I guess I'll start at the beginning. In the IM conversation, from "you're not sensitive...?" to "deal, I was only asking," you had a bunch of opportunities to say things more directly, which you didn't take. You made it all about one comment rather than about the larger issues, and then equivocate all over the place... "sorry", "deal", etc.
I can tell you're really trying to say something else, and your friend can too... later, she really got to the point by saying:
Quote:And all that is down the toilet over one little comment that was so unimportant that I didn't even remember it until you asked me about it the other day. Maybe I was wrong. Or maybe you're trying to push me away for some other reason... either way, I don't agree with the separation. I think it's childish (as well as the Tennesseean way of handling things) and I think there are either other issues beneath it or we really didn't have a friendship in the first place. I'm hoping for the other issues part.
That was your opening to talk about the other issues. Because yeah, it IS other issues (from what you've said here.) It's not actually about that one comment.
I know you have a hard time putting this into words, but yeah, in context, I'd be really confused by the stuff about the sex industry and suffering... especially with the further context of already having a "deal" and your friend already signing off. As far as I can tell, you made it about a) a nun joke, and b) sex industry/ suffering/ focus on feeling good vagueness. You've said things much more clearly here. But from what you excerpt, your friend doesn't have access to that information.
She knows you're upset, and is willing to make deals -- no more implications, since that seems to upset you -- but you still cut her off. That doesn't seem to be enough -- you don't seem to actually be interested in continuing to be friends with her even if she doesn't do that stuff. (How did you guys become friends in the first place?)
It's like:
Friend A: It bothers me when you drink coffee around me. The smell makes me gag.
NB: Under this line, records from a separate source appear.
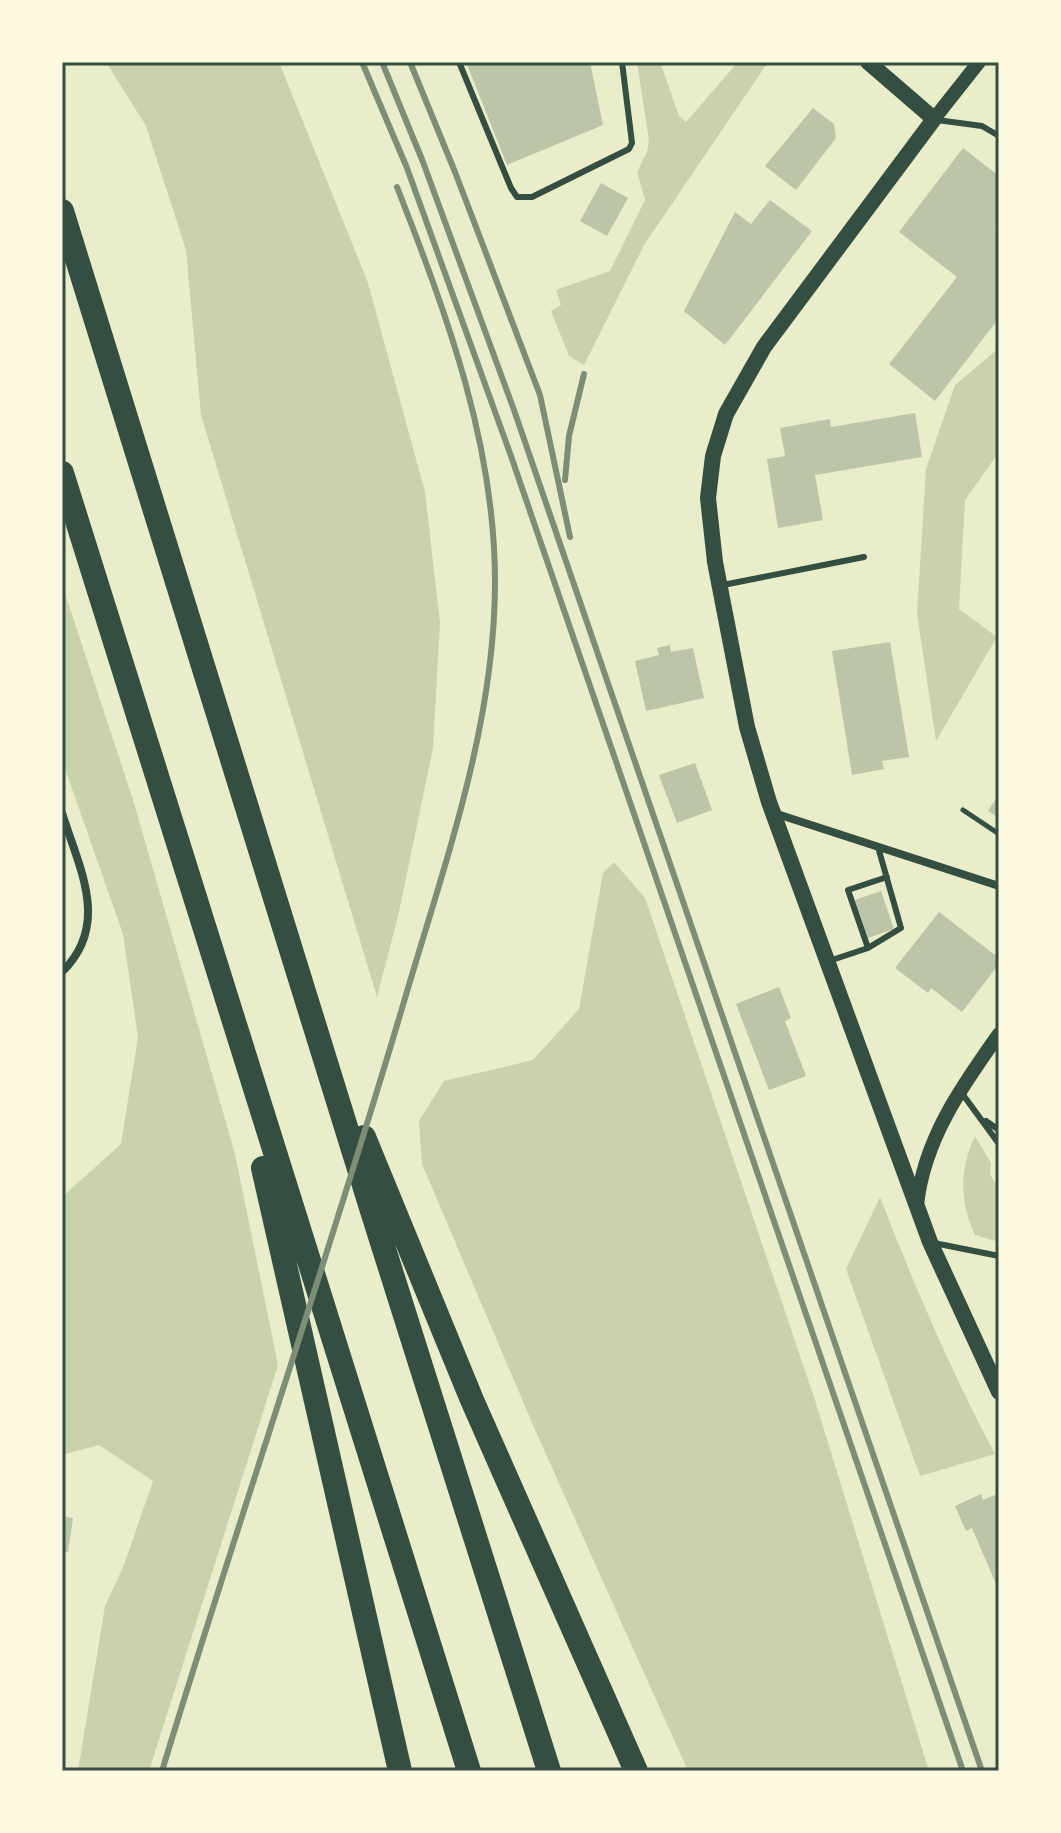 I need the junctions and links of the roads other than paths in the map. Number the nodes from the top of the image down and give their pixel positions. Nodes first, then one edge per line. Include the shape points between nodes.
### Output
1 (459, 62) edge
2 (622, 62) edge
3 (868, 62) edge
4 (979, 62) edge
5 (934, 119) junction
6 (999, 136) edge
7 (62, 211) edge
8 (62, 473) edge
9 (864, 557) dead end
10 (720, 586) junction
11 (62, 813) edge
12 (773, 813) junction
13 (878, 847) junction
14 (887, 877) junction
15 (999, 886) edge
16 (868, 948) junction
17 (829, 961) junction
18 (62, 972) edge
19 (225, 998) junction
20 (999, 1034) edge
21 (959, 1090) junction
22 (980, 1116) junction
23 (352, 1126) junction
24 (999, 1130) edge
25 (999, 1144) edge
26 (917, 1205) junction
27 (930, 1242) junction
28 (999, 1256) edge
29 (999, 1392) edge
30 (400, 1771) edge
31 (469, 1771) edge
32 (549, 1771) edge
33 (636, 1771) edge

1 - 2 lane via 511,188 524,198 629,149
3 - 5 main road
4 - 5 street
5 - 6 lane via 982,126
5 - 10 main road via 764,347 733,401 713,456 708,498
7 - 23 highway via 305,994
8 - 19 highway
9 - 10 lane
10 - 12 main road via 747,727
11 - 18 street via 90,911 79,950
12 - 13 street
12 - 17 main road
13 - 14 lane
13 - 15 street
14 - 16 lane via 901,928
14 - 16 lane via 848,890
16 - 17 lane
17 - 26 main road
19 - 30 highway
19 - 31 highway
20 - 21 street
21 - 22 lane
21 - 26 street via 933,1140
22 - 24 lane
22 - 25 lane
23 - 32 highway via 372,1211
23 - 33 highway via 382,1183
26 - 27 main road
27 - 28 lane
27 - 29 main road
Friend B: Oh, OK, I like coffee myself but sure if it makes you gag, I won't drink it around you.
Friend A: I don't think we should be friends.
That's major simplification, but if you're going to present the problems, you need to give her a chance to solve those problems. (Especially when you say things like "deal.")
It really seems to me like your most basic problem is with her sexual orientation -- that's OK, you don't have to be friends with her if it makes you that uncomfortable, and it sounds like things are effectively over now so you can just leave it there. But in my opinion, it would have been better to have been honest about that, and to see if you guys could have worked around that
when she had all of the information necessary, than effectively not giving her a chance. Or better yet, to have been honest with her and with yourself at the outset, and not nodded and smiled through things that made you uncomfortable to get to the point where she thought you were her friend.